Top of Records provided

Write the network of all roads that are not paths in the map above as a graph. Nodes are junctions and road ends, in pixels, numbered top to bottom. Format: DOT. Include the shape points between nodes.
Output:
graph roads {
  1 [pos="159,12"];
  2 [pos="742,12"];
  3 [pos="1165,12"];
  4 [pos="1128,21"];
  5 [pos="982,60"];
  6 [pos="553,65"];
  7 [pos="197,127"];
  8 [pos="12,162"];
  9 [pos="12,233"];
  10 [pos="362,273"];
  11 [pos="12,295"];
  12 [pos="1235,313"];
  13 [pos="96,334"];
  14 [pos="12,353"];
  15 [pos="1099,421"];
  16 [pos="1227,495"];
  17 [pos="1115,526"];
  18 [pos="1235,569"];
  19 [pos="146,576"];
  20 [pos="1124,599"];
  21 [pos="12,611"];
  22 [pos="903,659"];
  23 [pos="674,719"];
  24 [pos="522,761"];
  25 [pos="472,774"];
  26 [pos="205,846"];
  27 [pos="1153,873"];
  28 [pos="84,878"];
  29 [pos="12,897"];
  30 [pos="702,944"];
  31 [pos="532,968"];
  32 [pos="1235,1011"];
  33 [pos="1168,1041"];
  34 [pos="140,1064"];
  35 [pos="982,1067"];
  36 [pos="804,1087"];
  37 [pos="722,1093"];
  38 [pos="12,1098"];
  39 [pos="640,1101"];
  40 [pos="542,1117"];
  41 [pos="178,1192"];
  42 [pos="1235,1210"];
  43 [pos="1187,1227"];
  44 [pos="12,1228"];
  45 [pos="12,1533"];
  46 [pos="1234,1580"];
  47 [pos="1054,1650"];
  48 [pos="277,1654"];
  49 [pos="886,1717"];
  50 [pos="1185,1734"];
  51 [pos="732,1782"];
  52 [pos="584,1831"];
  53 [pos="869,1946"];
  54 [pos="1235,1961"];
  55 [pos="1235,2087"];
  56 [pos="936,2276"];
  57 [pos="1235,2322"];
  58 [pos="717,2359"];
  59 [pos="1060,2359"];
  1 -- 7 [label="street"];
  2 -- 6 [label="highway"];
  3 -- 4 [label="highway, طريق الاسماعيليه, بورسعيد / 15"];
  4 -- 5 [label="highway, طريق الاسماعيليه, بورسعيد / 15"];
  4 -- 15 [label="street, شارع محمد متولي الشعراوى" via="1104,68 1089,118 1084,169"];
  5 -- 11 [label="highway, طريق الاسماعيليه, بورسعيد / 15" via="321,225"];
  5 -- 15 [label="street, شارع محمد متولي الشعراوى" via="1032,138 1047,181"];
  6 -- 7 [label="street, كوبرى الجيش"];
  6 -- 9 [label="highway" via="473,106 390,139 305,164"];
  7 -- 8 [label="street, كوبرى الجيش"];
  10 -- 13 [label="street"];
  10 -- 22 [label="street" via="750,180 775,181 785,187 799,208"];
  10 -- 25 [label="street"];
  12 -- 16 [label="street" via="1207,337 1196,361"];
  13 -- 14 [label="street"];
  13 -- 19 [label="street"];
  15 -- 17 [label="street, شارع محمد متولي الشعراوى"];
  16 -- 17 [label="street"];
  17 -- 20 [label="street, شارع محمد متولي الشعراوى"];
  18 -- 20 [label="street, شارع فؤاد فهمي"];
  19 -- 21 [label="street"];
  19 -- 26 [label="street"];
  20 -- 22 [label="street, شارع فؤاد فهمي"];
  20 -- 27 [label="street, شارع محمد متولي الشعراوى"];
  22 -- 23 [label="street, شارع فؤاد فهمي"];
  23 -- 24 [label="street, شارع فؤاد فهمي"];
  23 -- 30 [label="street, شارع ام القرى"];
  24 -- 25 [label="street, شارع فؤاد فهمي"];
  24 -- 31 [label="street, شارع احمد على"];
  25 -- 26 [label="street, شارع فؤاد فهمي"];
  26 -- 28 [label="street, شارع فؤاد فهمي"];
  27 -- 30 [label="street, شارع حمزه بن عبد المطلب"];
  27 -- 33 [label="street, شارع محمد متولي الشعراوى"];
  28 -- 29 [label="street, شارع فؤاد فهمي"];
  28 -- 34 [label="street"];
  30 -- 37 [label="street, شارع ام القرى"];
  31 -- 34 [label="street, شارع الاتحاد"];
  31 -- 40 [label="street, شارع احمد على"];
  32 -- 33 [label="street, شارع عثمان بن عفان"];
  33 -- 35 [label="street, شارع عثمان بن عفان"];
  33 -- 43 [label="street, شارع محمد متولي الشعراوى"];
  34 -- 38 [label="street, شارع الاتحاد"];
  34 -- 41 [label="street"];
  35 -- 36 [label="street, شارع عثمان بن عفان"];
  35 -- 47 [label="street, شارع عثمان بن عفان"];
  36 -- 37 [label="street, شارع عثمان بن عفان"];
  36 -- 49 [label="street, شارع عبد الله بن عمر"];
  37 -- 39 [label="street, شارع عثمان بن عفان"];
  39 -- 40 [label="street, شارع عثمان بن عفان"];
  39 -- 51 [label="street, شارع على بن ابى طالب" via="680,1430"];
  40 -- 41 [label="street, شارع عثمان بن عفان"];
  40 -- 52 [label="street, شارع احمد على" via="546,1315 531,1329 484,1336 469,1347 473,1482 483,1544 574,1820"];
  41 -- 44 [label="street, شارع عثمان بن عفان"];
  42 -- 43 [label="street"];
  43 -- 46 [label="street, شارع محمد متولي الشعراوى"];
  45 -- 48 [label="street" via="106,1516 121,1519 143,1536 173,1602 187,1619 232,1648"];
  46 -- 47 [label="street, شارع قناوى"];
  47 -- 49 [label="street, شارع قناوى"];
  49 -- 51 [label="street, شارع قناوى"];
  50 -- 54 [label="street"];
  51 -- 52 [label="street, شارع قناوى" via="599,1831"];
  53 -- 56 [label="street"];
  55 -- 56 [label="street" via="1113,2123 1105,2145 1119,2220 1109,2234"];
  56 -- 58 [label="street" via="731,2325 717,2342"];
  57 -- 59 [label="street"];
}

Bottom of Records provided

Retype each record exactly, leaving nothing out.

Answer to this problem:
Write the network of all roads that are not paths in the map above as a graph. Nodes are junctions and road ends, in pixels, numbered top to bottom. Format: DOT. Include the shape points between nodes.
Output:
graph roads {
  1 [pos="159,12"];
  2 [pos="742,12"];
  3 [pos="1165,12"];
  4 [pos="1128,21"];
  5 [pos="982,60"];
  6 [pos="553,65"];
  7 [pos="197,127"];
  8 [pos="12,162"];
  9 [pos="12,233"];
  10 [pos="362,273"];
  11 [pos="12,295"];
  12 [pos="1235,313"];
  13 [pos="96,334"];
  14 [pos="12,353"];
  15 [pos="1099,421"];
  16 [pos="1227,495"];
  17 [pos="1115,526"];
  18 [pos="1235,569"];
  19 [pos="146,576"];
  20 [pos="1124,599"];
  21 [pos="12,611"];
  22 [pos="903,659"];
  23 [pos="674,719"];
  24 [pos="522,761"];
  25 [pos="472,774"];
  26 [pos="205,846"];
  27 [pos="1153,873"];
  28 [pos="84,878"];
  29 [pos="12,897"];
  30 [pos="702,944"];
  31 [pos="532,968"];
  32 [pos="1235,1011"];
  33 [pos="1168,1041"];
  34 [pos="140,1064"];
  35 [pos="982,1067"];
  36 [pos="804,1087"];
  37 [pos="722,1093"];
  38 [pos="12,1098"];
  39 [pos="640,1101"];
  40 [pos="542,1117"];
  41 [pos="178,1192"];
  42 [pos="1235,1210"];
  43 [pos="1187,1227"];
  44 [pos="12,1228"];
  45 [pos="12,1533"];
  46 [pos="1234,1580"];
  47 [pos="1054,1650"];
  48 [pos="277,1654"];
  49 [pos="886,1717"];
  50 [pos="1185,1734"];
  51 [pos="732,1782"];
  52 [pos="584,1831"];
  53 [pos="869,1946"];
  54 [pos="1235,1961"];
  55 [pos="1235,2087"];
  56 [pos="936,2276"];
  57 [pos="1235,2322"];
  58 [pos="717,2359"];
  59 [pos="1060,2359"];
  1 -- 7 [label="street"];
  2 -- 6 [label="highway"];
  3 -- 4 [label="highway, طريق الاسماعيليه, بورسعيد / 15"];
  4 -- 5 [label="highway, طريق الاسماعيليه, بورسعيد / 15"];
  4 -- 15 [label="street, شارع محمد متولي الشعراوى" via="1104,68 1089,118 1084,169"];
  5 -- 11 [label="highway, طريق الاسماعيليه, بورسعيد / 15" via="321,225"];
  5 -- 15 [label="street, شارع محمد متولي الشعراوى" via="1032,138 1047,181"];
  6 -- 7 [label="street, كوبرى الجيش"];
  6 -- 9 [label="highway" via="473,106 390,139 305,164"];
  7 -- 8 [label="street, كوبرى الجيش"];
  10 -- 13 [label="street"];
  10 -- 22 [label="street" via="750,180 775,181 785,187 799,208"];
  10 -- 25 [label="street"];
  12 -- 16 [label="street" via="1207,337 1196,361"];
  13 -- 14 [label="street"];
  13 -- 19 [label="street"];
  15 -- 17 [label="street, شارع محمد متولي الشعراوى"];
  16 -- 17 [label="street"];
  17 -- 20 [label="street, شارع محمد متولي الشعراوى"];
  18 -- 20 [label="street, شارع فؤاد فهمي"];
  19 -- 21 [label="street"];
  19 -- 26 [label="street"];
  20 -- 22 [label="street, شارع فؤاد فهمي"];
  20 -- 27 [label="street, شارع محمد متولي الشعراوى"];
  22 -- 23 [label="street, شارع فؤاد فهمي"];
  23 -- 24 [label="street, شارع فؤاد فهمي"];
  23 -- 30 [label="street, شارع ام القرى"];
  24 -- 25 [label="street, شارع فؤاد فهمي"];
  24 -- 31 [label="street, شارع احمد على"];
  25 -- 26 [label="street, شارع فؤاد فهمي"];
  26 -- 28 [label="street, شارع فؤاد فهمي"];
  27 -- 30 [label="street, شارع حمزه بن عبد المطلب"];
  27 -- 33 [label="street, شارع محمد متولي الشعراوى"];
  28 -- 29 [label="street, شارع فؤاد فهمي"];
  28 -- 34 [label="street"];
  30 -- 37 [label="street, شارع ام القرى"];
  31 -- 34 [label="street, شارع الاتحاد"];
  31 -- 40 [label="street, شارع احمد على"];
  32 -- 33 [label="street, شارع عثمان بن عفان"];
  33 -- 35 [label="street, شارع عثمان بن عفان"];
  33 -- 43 [label="street, شارع محمد متولي الشعراوى"];
  34 -- 38 [label="street, شارع الاتحاد"];
  34 -- 41 [label="street"];
  35 -- 36 [label="street, شارع عثمان بن عفان"];
  35 -- 47 [label="street, شارع عثمان بن عفان"];
  36 -- 37 [label="street, شارع عثمان بن عفان"];
  36 -- 49 [label="street, شارع عبد الله بن عمر"];
  37 -- 39 [label="street, شارع عثمان بن عفان"];
  39 -- 40 [label="street, شارع عثمان بن عفان"];
  39 -- 51 [label="street, شارع على بن ابى طالب" via="680,1430"];
  40 -- 41 [label="street, شارع عثمان بن عفان"];
  40 -- 52 [label="street, شارع احمد على" via="546,1315 531,1329 484,1336 469,1347 473,1482 483,1544 574,1820"];
  41 -- 44 [label="street, شارع عثمان بن عفان"];
  42 -- 43 [label="street"];
  43 -- 46 [label="street, شارع محمد متولي الشعراوى"];
  45 -- 48 [label="street" via="106,1516 121,1519 143,1536 173,1602 187,1619 232,1648"];
  46 -- 47 [label="street, شارع قناوى"];
  47 -- 49 [label="street, شارع قناوى"];
  49 -- 51 [label="street, شارع قناوى"];
  50 -- 54 [label="street"];
  51 -- 52 [label="street, شارع قناوى" via="599,1831"];
  53 -- 56 [label="street"];
  55 -- 56 [label="street" via="1113,2123 1105,2145 1119,2220 1109,2234"];
  56 -- 58 [label="street" via="731,2325 717,2342"];
  57 -- 59 [label="street"];
}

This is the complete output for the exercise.